Stored data →
'''

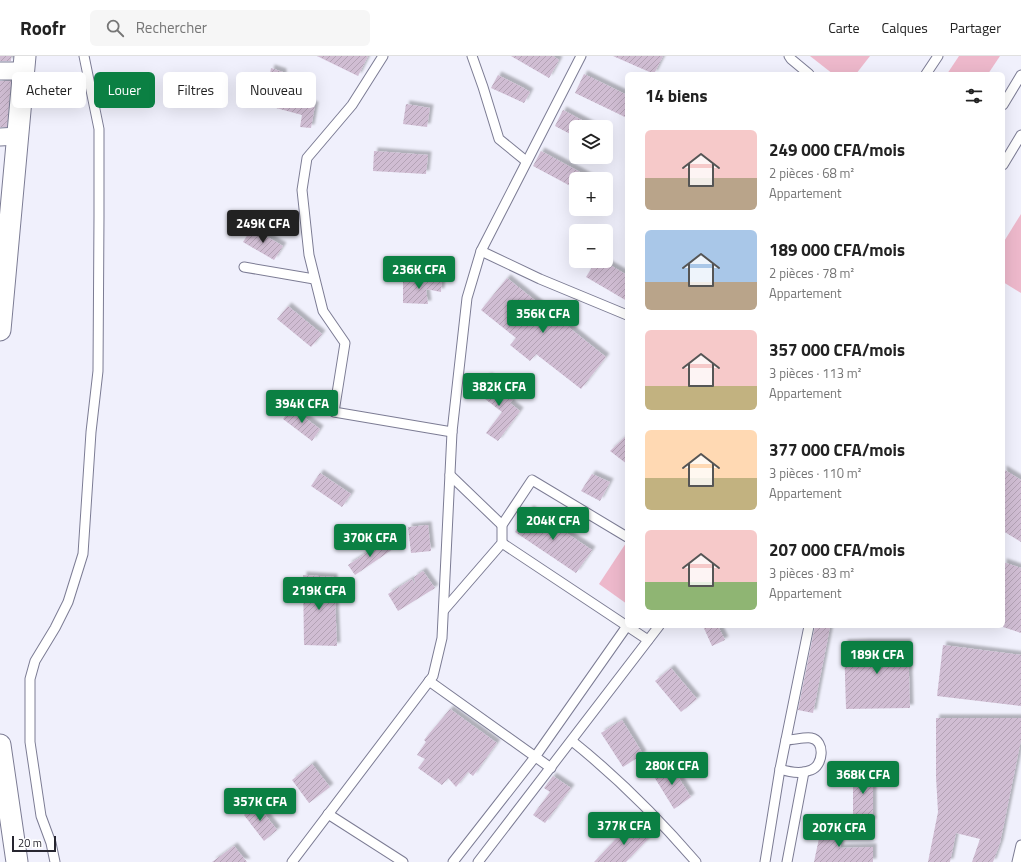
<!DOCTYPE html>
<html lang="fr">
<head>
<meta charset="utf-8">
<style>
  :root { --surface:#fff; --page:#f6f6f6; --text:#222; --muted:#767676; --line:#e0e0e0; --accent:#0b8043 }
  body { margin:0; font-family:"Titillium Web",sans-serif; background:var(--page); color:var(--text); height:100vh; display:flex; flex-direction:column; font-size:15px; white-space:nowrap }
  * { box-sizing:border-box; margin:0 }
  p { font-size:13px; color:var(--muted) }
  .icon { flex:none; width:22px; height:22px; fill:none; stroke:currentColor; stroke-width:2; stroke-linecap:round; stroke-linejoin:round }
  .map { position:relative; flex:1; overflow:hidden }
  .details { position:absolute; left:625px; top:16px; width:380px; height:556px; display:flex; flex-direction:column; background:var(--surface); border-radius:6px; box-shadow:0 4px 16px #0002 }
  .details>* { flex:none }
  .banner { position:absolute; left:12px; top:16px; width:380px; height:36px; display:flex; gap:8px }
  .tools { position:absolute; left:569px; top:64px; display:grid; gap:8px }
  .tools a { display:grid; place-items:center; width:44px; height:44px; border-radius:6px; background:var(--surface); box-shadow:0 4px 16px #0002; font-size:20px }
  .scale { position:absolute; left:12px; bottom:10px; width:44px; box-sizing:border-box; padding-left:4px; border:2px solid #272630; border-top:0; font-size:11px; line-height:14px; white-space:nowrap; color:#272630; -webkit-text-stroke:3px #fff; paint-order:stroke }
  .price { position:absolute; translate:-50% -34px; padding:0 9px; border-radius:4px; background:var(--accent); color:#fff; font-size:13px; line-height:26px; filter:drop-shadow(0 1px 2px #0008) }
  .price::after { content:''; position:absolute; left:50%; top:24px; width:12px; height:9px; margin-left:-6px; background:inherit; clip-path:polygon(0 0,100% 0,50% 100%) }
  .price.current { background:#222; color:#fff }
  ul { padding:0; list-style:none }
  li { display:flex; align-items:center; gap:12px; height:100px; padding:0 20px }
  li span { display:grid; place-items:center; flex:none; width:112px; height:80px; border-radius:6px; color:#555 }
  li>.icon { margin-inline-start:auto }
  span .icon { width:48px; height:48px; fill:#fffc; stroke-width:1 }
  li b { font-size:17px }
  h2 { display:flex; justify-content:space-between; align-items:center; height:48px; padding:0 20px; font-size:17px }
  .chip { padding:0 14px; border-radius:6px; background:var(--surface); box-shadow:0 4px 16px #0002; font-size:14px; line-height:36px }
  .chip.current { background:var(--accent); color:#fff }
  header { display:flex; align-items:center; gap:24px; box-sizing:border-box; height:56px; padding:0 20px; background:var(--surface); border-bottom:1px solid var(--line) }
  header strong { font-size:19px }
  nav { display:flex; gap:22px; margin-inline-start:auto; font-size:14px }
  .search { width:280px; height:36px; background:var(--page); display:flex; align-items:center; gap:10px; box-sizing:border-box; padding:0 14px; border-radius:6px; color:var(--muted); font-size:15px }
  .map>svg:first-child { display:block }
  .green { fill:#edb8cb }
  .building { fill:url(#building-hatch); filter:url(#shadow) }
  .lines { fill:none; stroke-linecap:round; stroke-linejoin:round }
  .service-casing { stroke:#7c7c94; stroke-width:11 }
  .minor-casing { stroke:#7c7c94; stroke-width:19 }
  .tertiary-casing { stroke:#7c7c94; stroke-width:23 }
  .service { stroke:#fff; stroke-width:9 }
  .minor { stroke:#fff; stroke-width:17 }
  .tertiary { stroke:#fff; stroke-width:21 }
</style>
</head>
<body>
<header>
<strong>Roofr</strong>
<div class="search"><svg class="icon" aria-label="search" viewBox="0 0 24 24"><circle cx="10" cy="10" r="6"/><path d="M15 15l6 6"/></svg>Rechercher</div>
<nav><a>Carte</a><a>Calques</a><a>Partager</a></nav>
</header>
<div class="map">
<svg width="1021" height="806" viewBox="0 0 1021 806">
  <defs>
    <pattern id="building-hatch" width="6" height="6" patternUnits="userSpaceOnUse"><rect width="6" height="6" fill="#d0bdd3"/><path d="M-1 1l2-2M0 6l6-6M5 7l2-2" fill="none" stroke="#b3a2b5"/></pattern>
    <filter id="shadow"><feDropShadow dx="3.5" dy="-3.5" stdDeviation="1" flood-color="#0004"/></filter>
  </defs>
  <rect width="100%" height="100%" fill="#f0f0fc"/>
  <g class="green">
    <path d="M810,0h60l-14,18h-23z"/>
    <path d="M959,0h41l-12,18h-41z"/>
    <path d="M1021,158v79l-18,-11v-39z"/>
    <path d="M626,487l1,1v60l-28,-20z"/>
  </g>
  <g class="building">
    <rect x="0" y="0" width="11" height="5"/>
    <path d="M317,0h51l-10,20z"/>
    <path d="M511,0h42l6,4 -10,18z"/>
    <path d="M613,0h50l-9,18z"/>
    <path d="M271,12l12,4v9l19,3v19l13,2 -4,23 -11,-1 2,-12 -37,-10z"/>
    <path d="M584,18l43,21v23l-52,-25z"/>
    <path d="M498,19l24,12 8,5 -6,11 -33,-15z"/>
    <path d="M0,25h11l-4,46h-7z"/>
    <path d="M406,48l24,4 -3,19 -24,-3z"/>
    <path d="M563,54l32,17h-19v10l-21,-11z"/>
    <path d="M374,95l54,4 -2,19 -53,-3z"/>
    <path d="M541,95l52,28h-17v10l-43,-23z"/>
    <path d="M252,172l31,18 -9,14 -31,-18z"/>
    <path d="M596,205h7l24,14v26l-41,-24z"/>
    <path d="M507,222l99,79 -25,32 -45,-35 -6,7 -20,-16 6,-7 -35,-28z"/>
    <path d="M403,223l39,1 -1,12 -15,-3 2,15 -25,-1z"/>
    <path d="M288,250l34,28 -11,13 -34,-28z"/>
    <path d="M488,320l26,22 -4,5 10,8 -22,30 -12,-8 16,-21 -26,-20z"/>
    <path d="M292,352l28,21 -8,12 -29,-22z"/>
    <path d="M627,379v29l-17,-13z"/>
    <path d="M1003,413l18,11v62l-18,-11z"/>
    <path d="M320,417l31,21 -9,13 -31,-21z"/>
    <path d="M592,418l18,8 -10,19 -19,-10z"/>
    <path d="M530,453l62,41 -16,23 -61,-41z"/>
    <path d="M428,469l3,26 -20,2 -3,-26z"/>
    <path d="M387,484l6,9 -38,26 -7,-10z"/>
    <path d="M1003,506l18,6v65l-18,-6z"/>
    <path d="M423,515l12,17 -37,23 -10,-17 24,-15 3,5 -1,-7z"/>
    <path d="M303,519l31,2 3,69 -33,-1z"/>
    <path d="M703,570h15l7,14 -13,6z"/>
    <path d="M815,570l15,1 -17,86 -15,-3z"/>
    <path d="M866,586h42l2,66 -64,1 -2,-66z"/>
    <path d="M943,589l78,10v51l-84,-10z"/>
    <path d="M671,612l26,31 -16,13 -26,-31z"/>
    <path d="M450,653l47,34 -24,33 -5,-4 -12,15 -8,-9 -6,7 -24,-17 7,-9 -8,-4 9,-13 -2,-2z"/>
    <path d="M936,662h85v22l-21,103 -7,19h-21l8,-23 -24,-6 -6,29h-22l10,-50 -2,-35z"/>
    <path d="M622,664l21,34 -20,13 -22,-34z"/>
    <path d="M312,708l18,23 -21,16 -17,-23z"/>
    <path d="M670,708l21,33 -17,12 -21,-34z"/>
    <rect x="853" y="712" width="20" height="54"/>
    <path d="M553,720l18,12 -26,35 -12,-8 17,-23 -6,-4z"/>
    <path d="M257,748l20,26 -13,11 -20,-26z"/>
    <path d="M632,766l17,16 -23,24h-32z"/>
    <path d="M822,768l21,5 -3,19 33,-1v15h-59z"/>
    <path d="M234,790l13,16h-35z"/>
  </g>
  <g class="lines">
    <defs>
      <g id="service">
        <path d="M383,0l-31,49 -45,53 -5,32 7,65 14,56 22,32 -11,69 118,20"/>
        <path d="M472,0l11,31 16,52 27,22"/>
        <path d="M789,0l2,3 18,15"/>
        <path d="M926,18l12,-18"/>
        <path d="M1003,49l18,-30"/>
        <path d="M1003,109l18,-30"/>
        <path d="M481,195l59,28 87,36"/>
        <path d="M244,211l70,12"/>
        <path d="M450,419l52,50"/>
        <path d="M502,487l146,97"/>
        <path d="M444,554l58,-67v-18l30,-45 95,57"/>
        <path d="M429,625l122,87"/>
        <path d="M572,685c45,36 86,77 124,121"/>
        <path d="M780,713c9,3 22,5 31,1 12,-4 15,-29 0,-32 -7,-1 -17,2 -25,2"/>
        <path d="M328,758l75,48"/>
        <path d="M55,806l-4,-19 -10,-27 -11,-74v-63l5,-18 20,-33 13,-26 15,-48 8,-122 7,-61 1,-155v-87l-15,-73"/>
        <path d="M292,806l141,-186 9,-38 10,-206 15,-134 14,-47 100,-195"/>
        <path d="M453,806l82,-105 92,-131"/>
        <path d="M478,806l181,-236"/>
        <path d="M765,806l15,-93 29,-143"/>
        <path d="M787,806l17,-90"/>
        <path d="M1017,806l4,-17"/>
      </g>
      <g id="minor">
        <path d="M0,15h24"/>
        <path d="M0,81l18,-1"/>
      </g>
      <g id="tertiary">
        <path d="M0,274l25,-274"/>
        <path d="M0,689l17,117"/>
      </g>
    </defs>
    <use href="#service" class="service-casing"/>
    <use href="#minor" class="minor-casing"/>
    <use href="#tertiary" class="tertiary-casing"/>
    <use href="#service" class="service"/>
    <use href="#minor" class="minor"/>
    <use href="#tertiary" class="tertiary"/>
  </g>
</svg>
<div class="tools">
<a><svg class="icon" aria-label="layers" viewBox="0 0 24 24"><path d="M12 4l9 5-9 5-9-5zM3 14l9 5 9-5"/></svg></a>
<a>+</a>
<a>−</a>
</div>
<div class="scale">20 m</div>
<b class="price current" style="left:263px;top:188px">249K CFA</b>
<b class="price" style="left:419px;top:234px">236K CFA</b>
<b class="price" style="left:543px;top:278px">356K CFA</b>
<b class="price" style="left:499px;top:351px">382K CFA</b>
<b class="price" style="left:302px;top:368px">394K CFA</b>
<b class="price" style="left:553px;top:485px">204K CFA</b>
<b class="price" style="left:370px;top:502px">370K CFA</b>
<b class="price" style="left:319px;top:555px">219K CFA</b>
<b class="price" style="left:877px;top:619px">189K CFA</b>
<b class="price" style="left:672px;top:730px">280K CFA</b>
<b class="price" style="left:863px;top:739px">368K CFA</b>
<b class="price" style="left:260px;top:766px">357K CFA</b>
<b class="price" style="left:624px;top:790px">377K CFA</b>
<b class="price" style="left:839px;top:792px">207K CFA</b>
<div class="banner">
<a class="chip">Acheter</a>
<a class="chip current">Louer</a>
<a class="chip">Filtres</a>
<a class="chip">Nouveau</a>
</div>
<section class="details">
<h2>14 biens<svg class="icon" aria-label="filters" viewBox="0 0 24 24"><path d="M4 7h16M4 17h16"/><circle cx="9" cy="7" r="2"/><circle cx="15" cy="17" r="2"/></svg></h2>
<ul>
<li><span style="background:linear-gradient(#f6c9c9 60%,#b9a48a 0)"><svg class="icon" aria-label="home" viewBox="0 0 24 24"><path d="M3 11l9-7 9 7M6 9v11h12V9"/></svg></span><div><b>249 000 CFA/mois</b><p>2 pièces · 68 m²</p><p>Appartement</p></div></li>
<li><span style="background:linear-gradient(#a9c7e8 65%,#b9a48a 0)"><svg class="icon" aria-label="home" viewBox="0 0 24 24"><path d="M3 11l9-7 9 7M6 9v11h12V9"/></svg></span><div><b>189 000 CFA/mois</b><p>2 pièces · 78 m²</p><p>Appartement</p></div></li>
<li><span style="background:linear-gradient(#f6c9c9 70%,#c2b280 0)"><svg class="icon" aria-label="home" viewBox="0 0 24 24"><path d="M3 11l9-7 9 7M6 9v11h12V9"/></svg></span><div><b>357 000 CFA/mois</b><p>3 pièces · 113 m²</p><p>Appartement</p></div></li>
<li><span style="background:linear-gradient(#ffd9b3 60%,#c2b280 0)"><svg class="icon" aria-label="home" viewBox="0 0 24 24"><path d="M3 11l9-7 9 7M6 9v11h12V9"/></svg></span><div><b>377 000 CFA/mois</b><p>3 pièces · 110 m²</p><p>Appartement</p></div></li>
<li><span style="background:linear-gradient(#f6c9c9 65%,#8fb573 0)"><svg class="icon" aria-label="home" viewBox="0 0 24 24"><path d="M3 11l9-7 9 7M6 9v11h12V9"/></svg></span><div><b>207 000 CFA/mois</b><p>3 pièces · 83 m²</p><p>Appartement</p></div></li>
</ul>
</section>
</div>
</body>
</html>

'''

Problem to solve →
The answer must be every line from the records above that contains "body".

Task response →
  body { margin:0; font-family:"Titillium Web",sans-serif; background:var(--page); color:var(--text); height:100vh; display:flex; flex-direction:column; font-size:15px; white-space:nowrap }
<body>
</body>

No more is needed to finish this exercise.